The Federal Open Market Committee (FOMC) is widely expected to announce a rate cut of 0.25% on Wednesday, and traders are keen to decipher hints regarding future policies from Fed Chair Jerome Powell during the press conference that follows.
Quote from Michaël van de Poppe:
“I would assume that we’re bottoming here today and that we start the uptrend in the remainder of the week.”
Translation: “Eu assumiria que estamos chegando ao fundo hoje e que começaremos a tendência de alta no restante da semana.”

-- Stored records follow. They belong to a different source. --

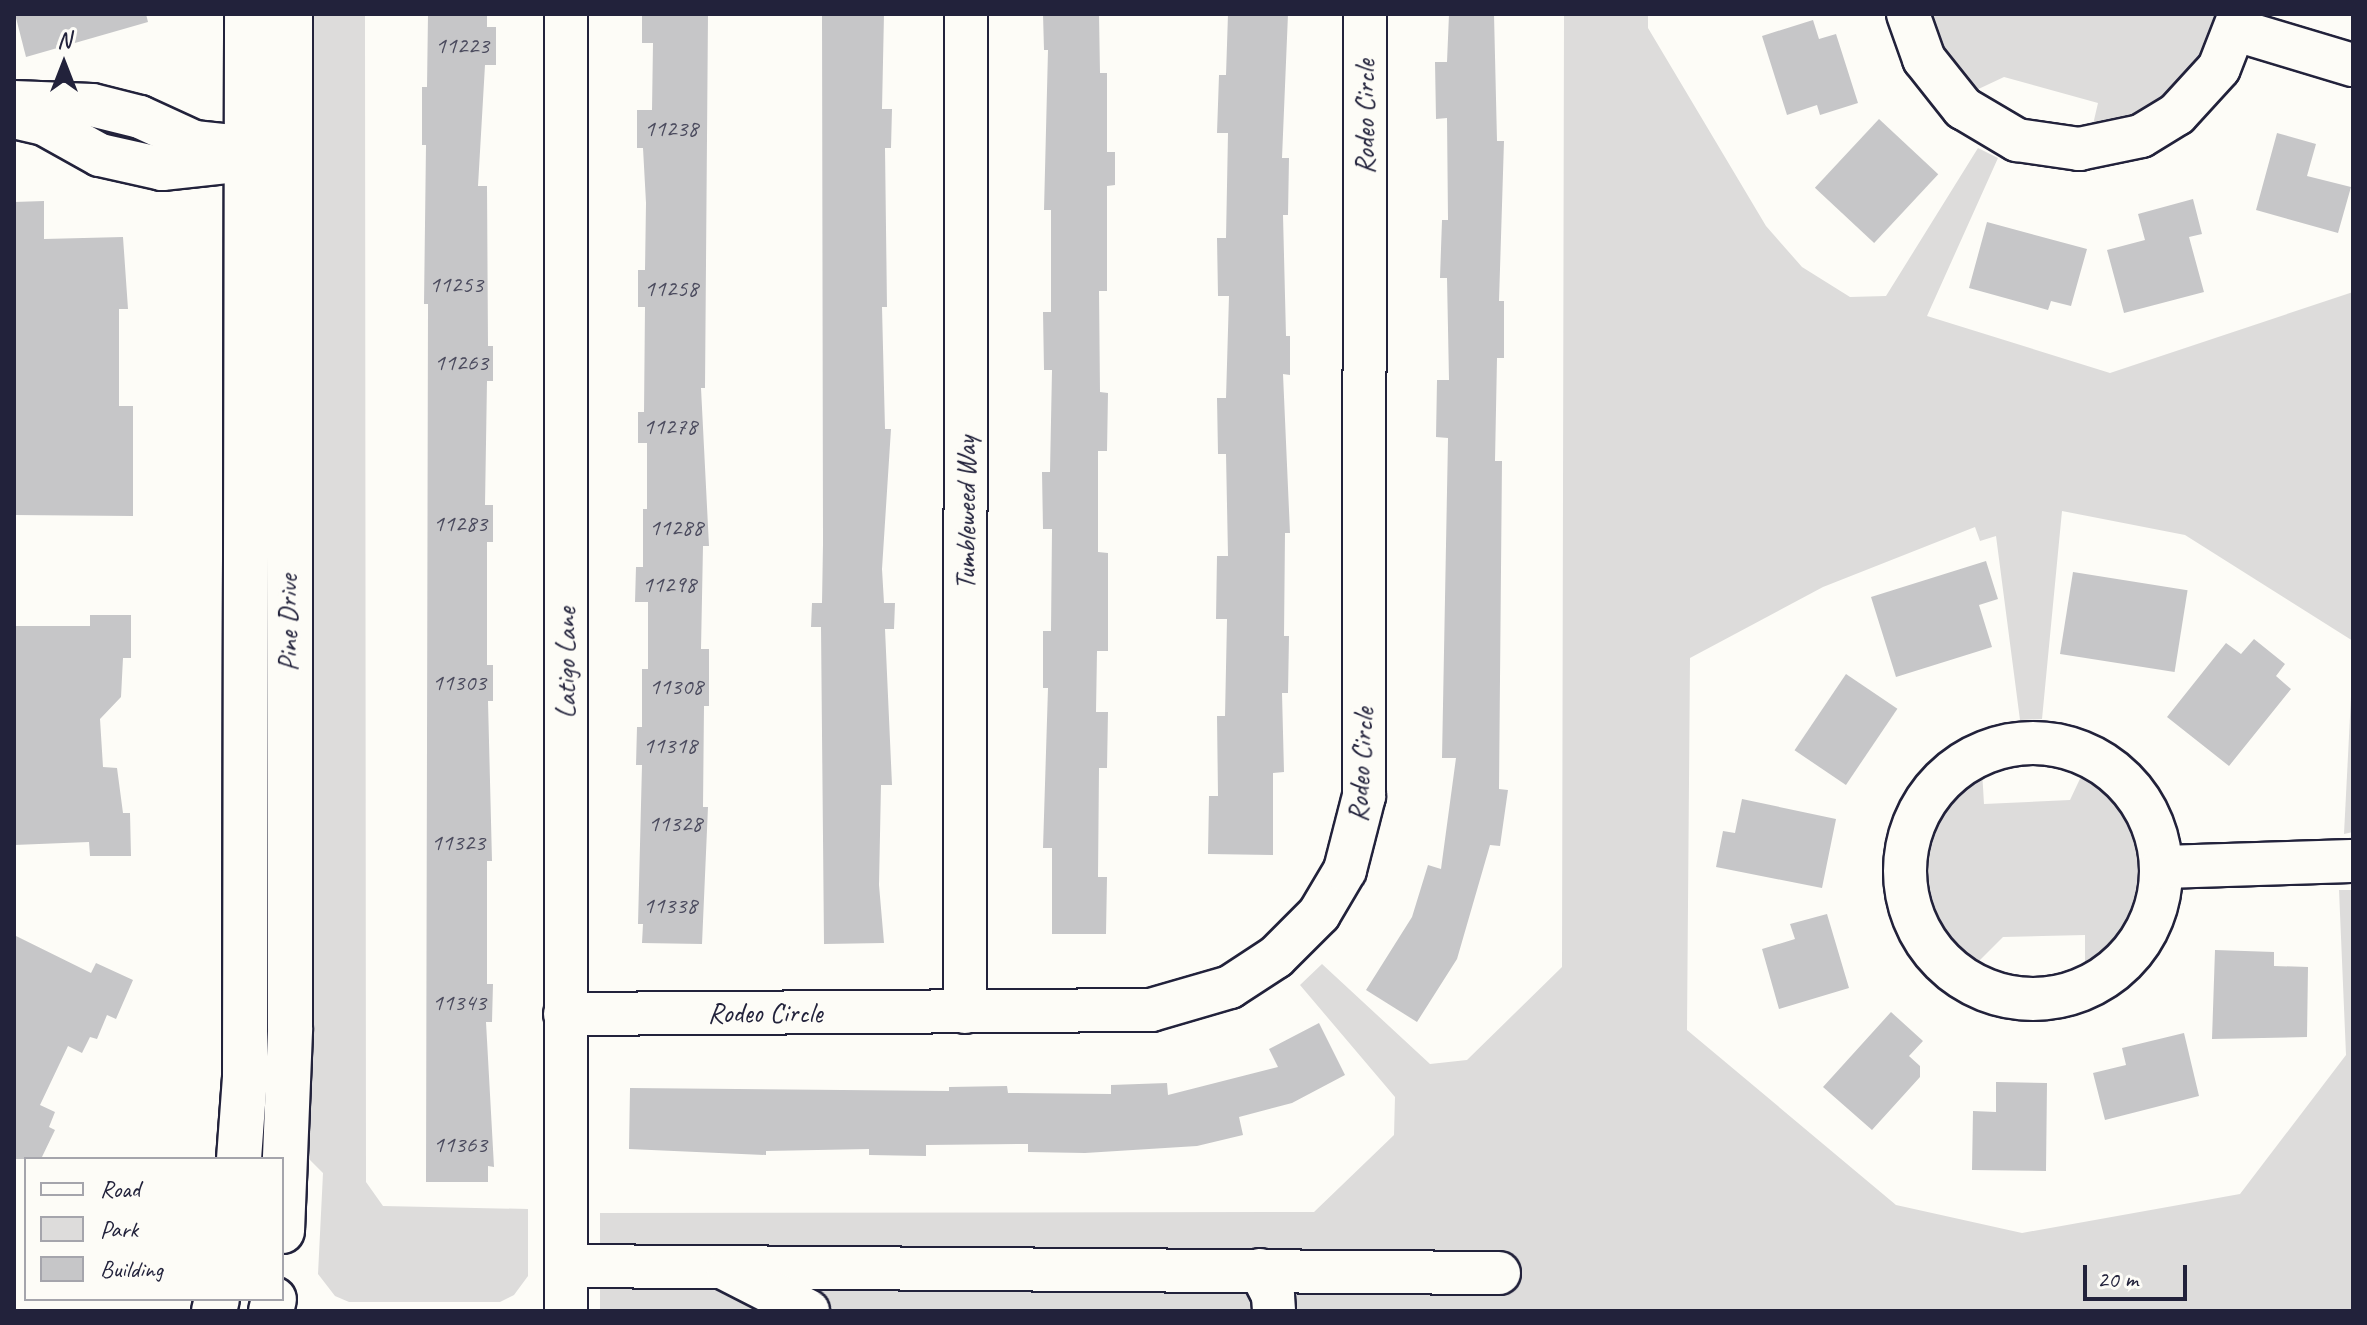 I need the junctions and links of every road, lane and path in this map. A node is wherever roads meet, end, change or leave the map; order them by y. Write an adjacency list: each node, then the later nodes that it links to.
1 (247, 14): 12 (main road, Pine Drive)
2 (290, 14): 11 (main road, Pine Drive)
3 (566, 14): 16 (street, Latigo Lane)
4 (966, 14): 15 (street, Tumbleweed Way)
5 (1365, 14): 15 (street, Rodeo Circle)
6 (1908, 14): 7 (street)
7 (2238, 22): 8 (street)
8 (2353, 65)
9 (14, 102): 12 (street)
10 (14, 117): 12 (street)
11 (290, 154): 12 (street); 18 (main road, Pine Drive)
12 (248, 155): 17 (main road, Pine Drive)
13 (2353, 861): 14 (street)
14 (2162, 867): 14 (street)
15 (965, 1012): 16 (street, Rodeo Circle)
16 (565, 1014): 19 (street, Latigo Lane)
17 (239, 1157)
18 (284, 1180)
19 (566, 1266): 20 (street); 23 (street, Latigo Lane)
20 (720, 1266): 21 (street); 24 (street)
21 (1260, 1270): 22 (street); 25 (street)
22 (1499, 1273)
23 (566, 1311)
24 (808, 1311)
25 (1274, 1311)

Traders have speculated that, given the concurrent drop in gold prices, the resurgence in Bitcoin is also due to an inverse relationship between these two assets. The current commentary regarding a CME gap indicates that traders might anticipate further price adjustments, with some maintaining a target of $117,000 before reassessing the weekend gap around $111,000.
In this fluctuating market, continuing uncertainties surrounding trading volume and potentially bearish indicators may lead to doubts on whether the bullish trend will hold or yield new all-time highs.
Disclaimer: This article does not provide investment advice. All investments come with risks, and readers should conduct their own research before making decisions.